Like Umberto Eco, he started writing fiction early, and his novel was serialized in a Meerut based magazine Meyar. Thereafter, he did not write fiction till he was over 60. Eco picked up again at 50. In the intervening period Faruqi sahab qualified for the Civil Services and joined the Postal Department, started a literary magazine—Shabkhoon (surprise attack by night), wrote poetry, understood Urdu, its milieu, its literary presuppositions, its forbears, its conventions and ambitions, and wrote copiously about it. The impact Shabkhoon had in shaping the debates in Urdu, in discovering and promoting new (and old) writers, ultimately redefined the possibilities of the language itself. It will not be an exaggeration to say that Faruqi sahab, in running Shabkhoon for forty years, may have ended as one of the greatest literary editors to have lived.

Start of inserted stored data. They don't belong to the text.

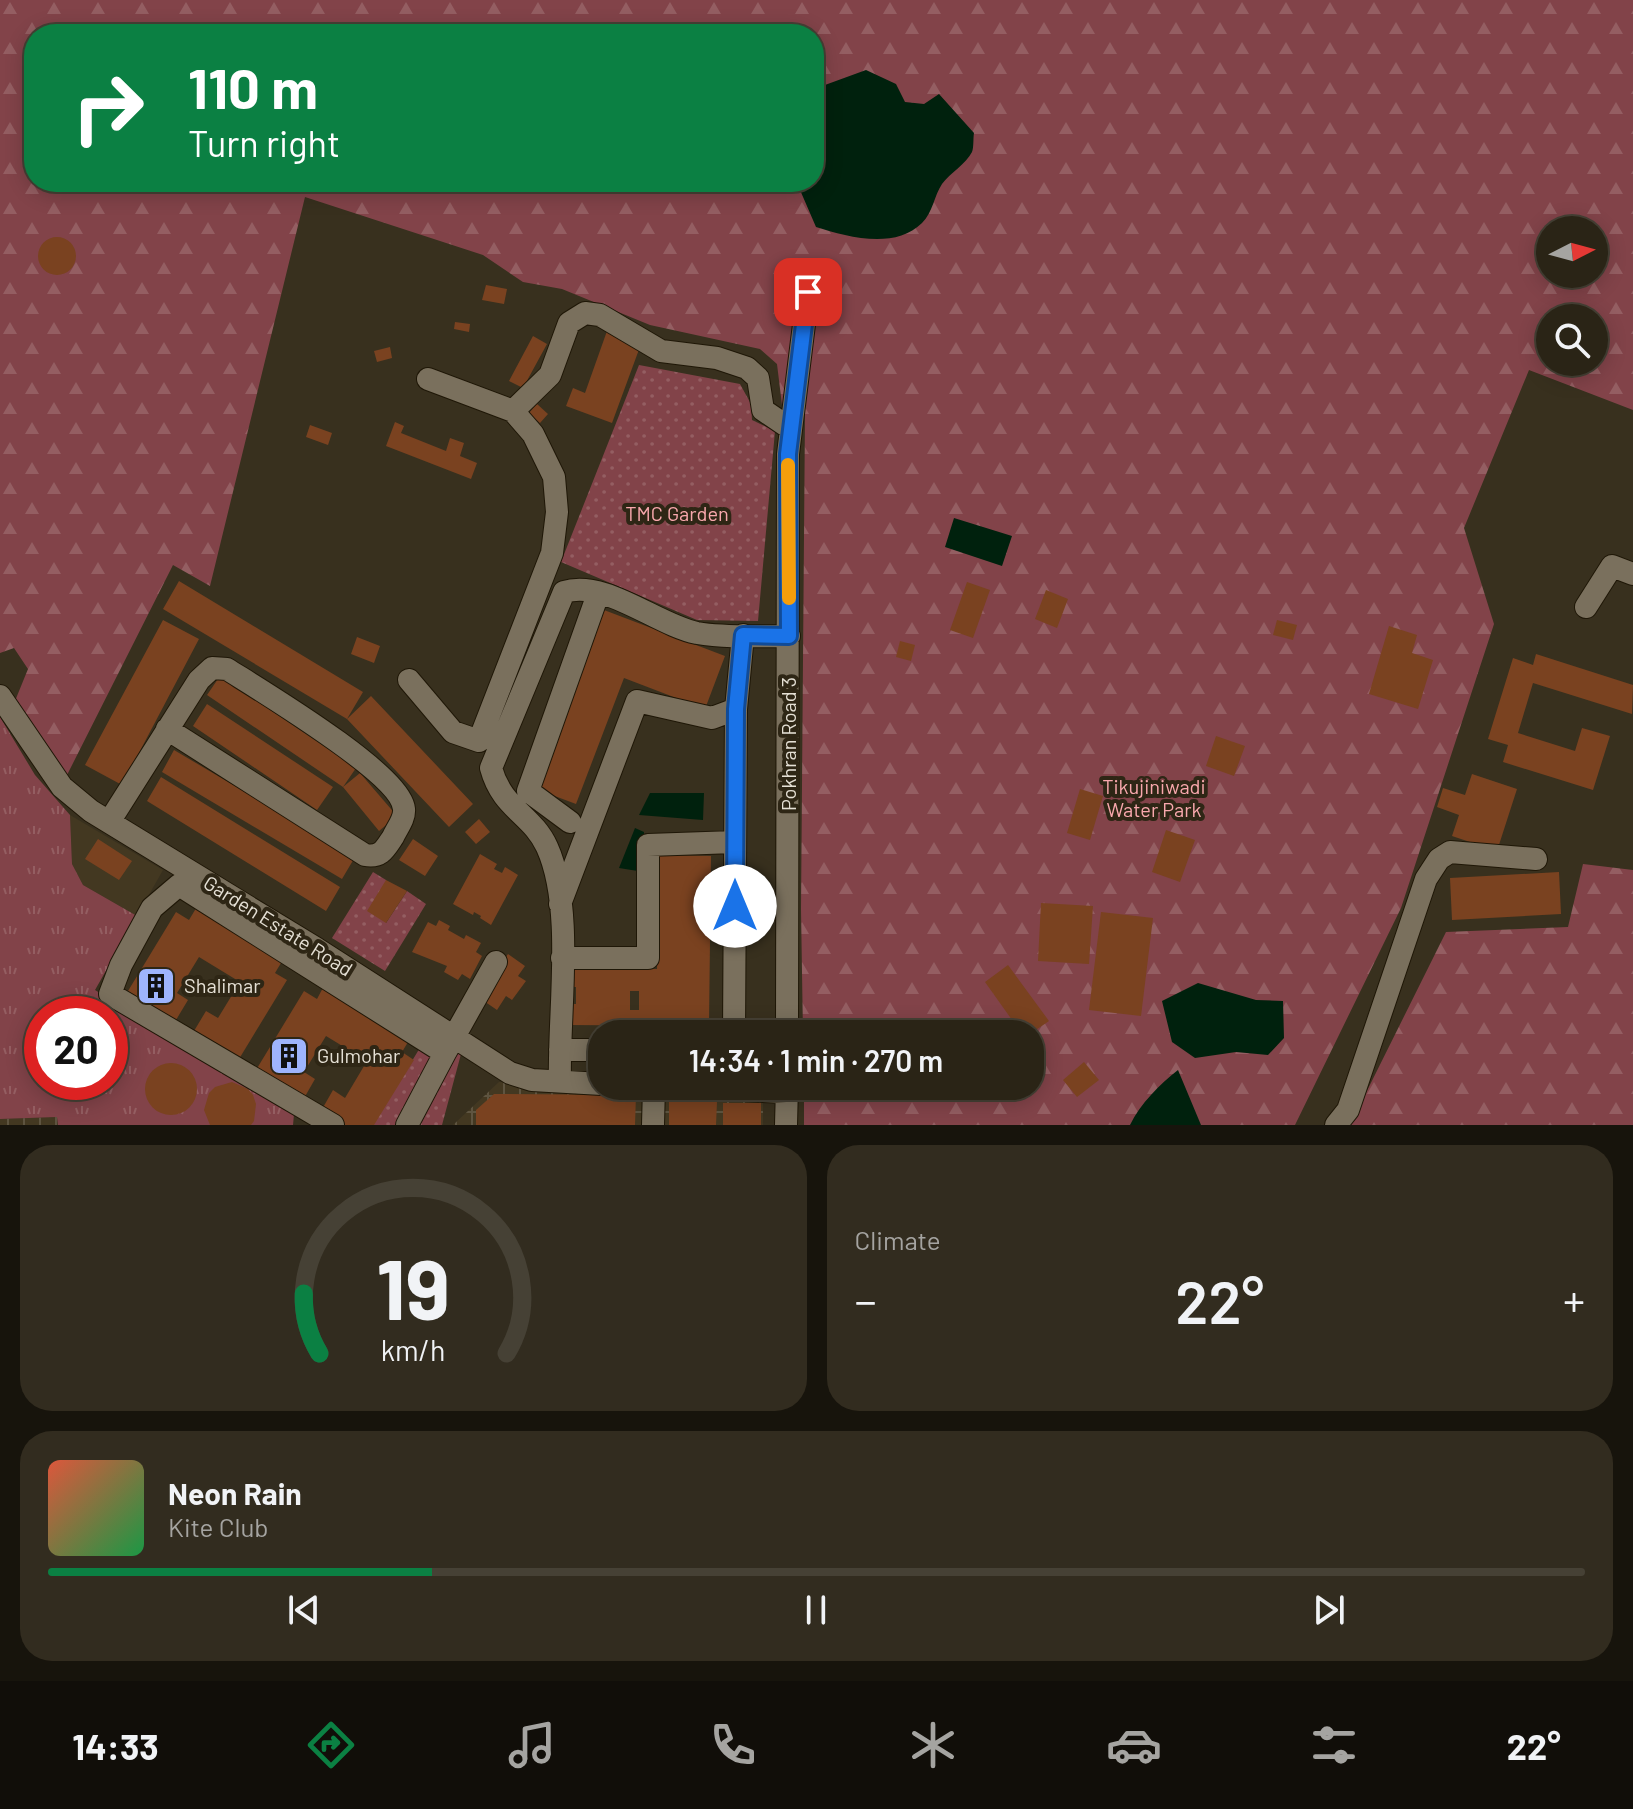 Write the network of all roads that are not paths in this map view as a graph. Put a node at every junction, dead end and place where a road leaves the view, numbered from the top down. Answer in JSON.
{"nodes":[{"id":1,"x":808,"y":292,"type":"dead end"},
{"id":2,"x":428,"y":379,"type":"dead end"},
{"id":3,"x":513,"y":411,"type":"junction"},
{"id":4,"x":791,"y":429,"type":"junction"},
{"id":5,"x":1633,"y":574,"type":"edge"},
{"id":6,"x":598,"y":594,"type":"junction"},
{"id":7,"x":1586,"y":607,"type":"dead end"},
{"id":8,"x":743,"y":635,"type":"junction"},
{"id":9,"x":789,"y":636,"type":"junction"},
{"id":10,"x":409,"y":680,"type":"dead end"},
{"id":11,"x":0,"y":696,"type":"edge"},
{"id":12,"x":736,"y":709,"type":"junction"},
{"id":13,"x":167,"y":729,"type":"junction"},
{"id":14,"x":109,"y":822,"type":"junction"},
{"id":15,"x":570,"y":822,"type":"dead end"},
{"id":16,"x":735,"y":842,"type":"junction"},
{"id":17,"x":1536,"y":859,"type":"dead end"},
{"id":18,"x":560,"y":905,"type":"junction"},
{"id":19,"x":562,"y":958,"type":"junction"},
{"id":20,"x":300,"y":960,"type":"junction"},
{"id":21,"x":496,"y":962,"type":"dead end"},
{"id":22,"x":734,"y":1020,"type":"edge"},
{"id":23,"x":787,"y":1020,"type":"edge"},
{"id":24,"x":450,"y":1046,"type":"junction"},
{"id":25,"x":560,"y":1050,"type":"junction"},
{"id":26,"x":588,"y":1050,"type":"edge"},
{"id":27,"x":560,"y":1081,"type":"junction"},
{"id":28,"x":588,"y":1083,"type":"edge"},
{"id":29,"x":654,"y":1100,"type":"edge"},
{"id":30,"x":787,"y":1100,"type":"edge"},
{"id":31,"x":322,"y":1115,"type":"edge"},
{"id":32,"x":407,"y":1125,"type":"edge"},
{"id":33,"x":653,"y":1125,"type":"edge"},
{"id":34,"x":786,"y":1125,"type":"edge"},
{"id":35,"x":1336,"y":1125,"type":"edge"}],
"edges":[{"from":1,"to":4,"type":"street","name":"Pokhran Road 3"},
{"from":2,"to":3,"type":"street"},
{"from":3,"to":4,"type":"street"},
{"from":3,"to":10,"type":"street"},
{"from":4,"to":9,"type":"street","name":"Pokhran Road 3"},
{"from":5,"to":7,"type":"street"},
{"from":6,"to":8,"type":"street"},
{"from":6,"to":15,"type":"street"},
{"from":6,"to":18,"type":"street"},
{"from":8,"to":9,"type":"street"},
{"from":8,"to":12,"type":"street"},
{"from":9,"to":23,"type":"street","name":"Pokhran Road 3"},
{"from":11,"to":14,"type":"street","name":"Garden Estate Road"},
{"from":12,"to":16,"type":"street"},
{"from":12,"to":18,"type":"street"},
{"from":13,"to":13,"type":"street"},
{"from":13,"to":14,"type":"street"},
{"from":14,"to":20,"type":"street","name":"Garden Estate Road"},
{"from":16,"to":19,"type":"street"},
{"from":16,"to":22,"type":"street"},
{"from":17,"to":35,"type":"street"},
{"from":18,"to":19,"type":"street"},
{"from":19,"to":25,"type":"street"},
{"from":20,"to":24,"type":"street","name":"Garden Estate Road"},
{"from":20,"to":31,"type":"street"},
{"from":21,"to":24,"type":"street"},
{"from":24,"to":27,"type":"street","name":"Garden Estate Road"},
{"from":24,"to":32,"type":"street"},
{"from":25,"to":26,"type":"street"},
{"from":25,"to":27,"type":"street"},
{"from":27,"to":28,"type":"street","name":"Garden Estate Road"},
{"from":29,"to":33,"type":"street"},
{"from":30,"to":34,"type":"street"}]}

Once in a conversation, he said answering my question that of all his work, his fiction will last the longest, and criticism the least. I disagreed. Life can be evanescent, not his writing. When he erupted on the literary scene, his criticism was a breath of fresh air. In the Urdu literary milieu, the writer is as important as the interpreter. When Faruqi sahab teased out many meanings from one she’r, he was following a classical tradition. A lay reader might complain that he is thrusting meanings on the she’r, but he was unwadding rarefied meaning, encrusted by time and colonially induced amnesia. Faruqi sahab was an astounding interpreter, revealing deeper, interconnected cultural connotations seen in his work famously on Mir (Sher-e Shor Angez) and Ghalib (Tafhim-e Ghalib, Ghalib Par Char Tahrirein), and less known on Iqbal (Khurshid ka Saman-e Safar), Akbar Allahabadi (Akbar Allahabadi par Ek Aur Nazar) and others.

In the beginning though, he was seen as a rabble-rouser. His aesthetic principles are contained in She’r Ghairshe’r Aur Nasr (poetry, non-poetry, and prose) and Tanqidi Afqar (Critical Thoughts); the basic idea being the verse should have more meanings than what is manifested on the surface. If in the peeling off, the verse is found wanting, it was not his wont to leave things unsaid. These tools deployed with devastating precision on poets of great prominence such as Firaq and Faiz, exhort us towards more ways of seeing. We cannot disregard his criticism of them as haughty froideur but must see it as demanding a higher plane of linguistic fervour and a deeper engagement with thought.

Faruqi’s fiction comprises seven stories—one published in May 2020 called Fani Baqi, and one novel Kayi Chand the Sar-e Asman, superbly translated in English as The Mirror of Beauty. Being the main force behind the rediscovery of the Dastan, he has five volumes of analysis (Sahiri, Shahi, Sahibqirani: Daastan-e Amir Hamza ka Muta’la) on the Hamza cycle (published in forty-six volumes by Nawal Kishore Press). The fifth volume came out a couple of days before he was infected by the coronavirus. He had originally planned to write in total 12 volumes, but that was not to be. He also had a dictionary of rare words in the offing, the final draft of which he had finished. In the final analysis, Faruqi sahab’s body of work as a critic, as a literary historian, fiction writer, poet, translator, the reviver of Dastan, and as a scholar, would measure up to any other literary figure in Urdu or in India. Perhaps one could best describe his work and bid him farewell with his own words: mujh se shikasta-pa se hai  shahar ki tere aabru/chhod gaye mere qadam naqsh-e kamal har taraf (The prestige of your city owes to the one with broken feet like me/ My feet have left the marks of dexterity in every field).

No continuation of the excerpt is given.